PROBLEM STATEMENT – Return exactly, and only, the lines from the line containing "Left hand at" through the final line of the records below, both included.

RECORDS TO USE –
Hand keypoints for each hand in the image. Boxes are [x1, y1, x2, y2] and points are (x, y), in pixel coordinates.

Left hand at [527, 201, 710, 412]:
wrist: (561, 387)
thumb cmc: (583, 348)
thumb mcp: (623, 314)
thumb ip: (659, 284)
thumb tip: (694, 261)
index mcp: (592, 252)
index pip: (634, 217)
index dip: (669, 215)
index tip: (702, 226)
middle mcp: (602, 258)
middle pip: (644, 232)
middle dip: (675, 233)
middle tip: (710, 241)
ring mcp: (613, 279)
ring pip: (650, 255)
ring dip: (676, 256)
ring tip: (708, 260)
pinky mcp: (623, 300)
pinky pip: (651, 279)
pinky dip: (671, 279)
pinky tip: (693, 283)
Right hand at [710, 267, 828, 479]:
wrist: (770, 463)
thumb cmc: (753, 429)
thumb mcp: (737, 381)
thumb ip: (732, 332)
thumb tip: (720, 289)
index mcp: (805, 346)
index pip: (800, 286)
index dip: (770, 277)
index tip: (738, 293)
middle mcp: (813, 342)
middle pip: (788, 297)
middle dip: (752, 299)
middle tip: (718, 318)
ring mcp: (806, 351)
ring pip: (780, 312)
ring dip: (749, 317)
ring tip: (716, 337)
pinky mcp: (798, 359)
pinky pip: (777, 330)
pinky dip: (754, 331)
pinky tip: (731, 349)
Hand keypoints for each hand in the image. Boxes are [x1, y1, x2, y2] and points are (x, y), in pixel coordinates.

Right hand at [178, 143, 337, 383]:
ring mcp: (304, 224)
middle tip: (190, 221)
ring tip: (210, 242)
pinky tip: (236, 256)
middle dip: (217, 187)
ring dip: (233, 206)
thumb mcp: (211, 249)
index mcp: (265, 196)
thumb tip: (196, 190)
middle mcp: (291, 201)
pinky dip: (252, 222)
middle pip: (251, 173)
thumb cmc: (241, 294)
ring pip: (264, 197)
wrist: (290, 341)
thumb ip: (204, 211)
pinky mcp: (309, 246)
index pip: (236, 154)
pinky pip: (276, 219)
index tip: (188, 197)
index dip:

TASK RESPONSE –
Left hand at [527, 201, 710, 412]:
wrist: (561, 387)
thumb cmc: (583, 348)
thumb mcp: (623, 314)
thumb ip: (659, 284)
thumb tip: (694, 261)
index mcp: (592, 252)
index pip: (634, 217)
index dip: (669, 215)
index tip: (702, 226)
middle mcp: (602, 258)
middle pip: (644, 232)
middle dip: (675, 233)
middle tip: (710, 241)
ring mcp: (613, 279)
ring pip: (650, 255)
ring dip: (676, 256)
ring tip: (708, 260)
pinky mcp: (623, 300)
pinky pip: (651, 279)
pinky dip: (671, 279)
pinky tip: (693, 283)
Right hand at [710, 267, 828, 479]:
wrist: (770, 463)
thumb cmc: (753, 429)
thumb mcp: (737, 381)
thumb ip: (732, 332)
thumb tip: (720, 289)
index mcp: (805, 346)
index pip: (800, 286)
index dip: (770, 277)
index tip: (738, 293)
middle mcp: (813, 342)
middle pip: (788, 297)
middle dip: (752, 299)
middle tip: (718, 318)
ring mcp: (806, 351)
ring pip: (780, 312)
ring dip: (749, 317)
ring tip: (716, 337)
pinky mcp: (798, 359)
pinky pip: (777, 330)
pinky dip: (754, 331)
pinky tip: (731, 349)
Hand keypoints for each hand in the image. Boxes are [x1, y1, x2, y2] and points are (x, y), in pixel coordinates.

Right hand at [178, 143, 337, 383]:
ring mcp: (304, 224)
middle tip: (190, 221)
ring tip: (210, 242)
pinky tip: (236, 256)
middle dip: (217, 187)
ring dip: (233, 206)
thumb mcp: (211, 249)
index mcp: (265, 196)
thumb tip: (196, 190)
middle mcp: (291, 201)
pinky dip: (252, 222)
middle pip: (251, 173)
thumb cmc: (241, 294)
ring pip: (264, 197)
wrist: (290, 341)
thumb ip: (204, 211)
pinky mcp: (309, 246)
index pip: (236, 154)
pinky pip: (276, 219)
index tip: (188, 197)
index dip:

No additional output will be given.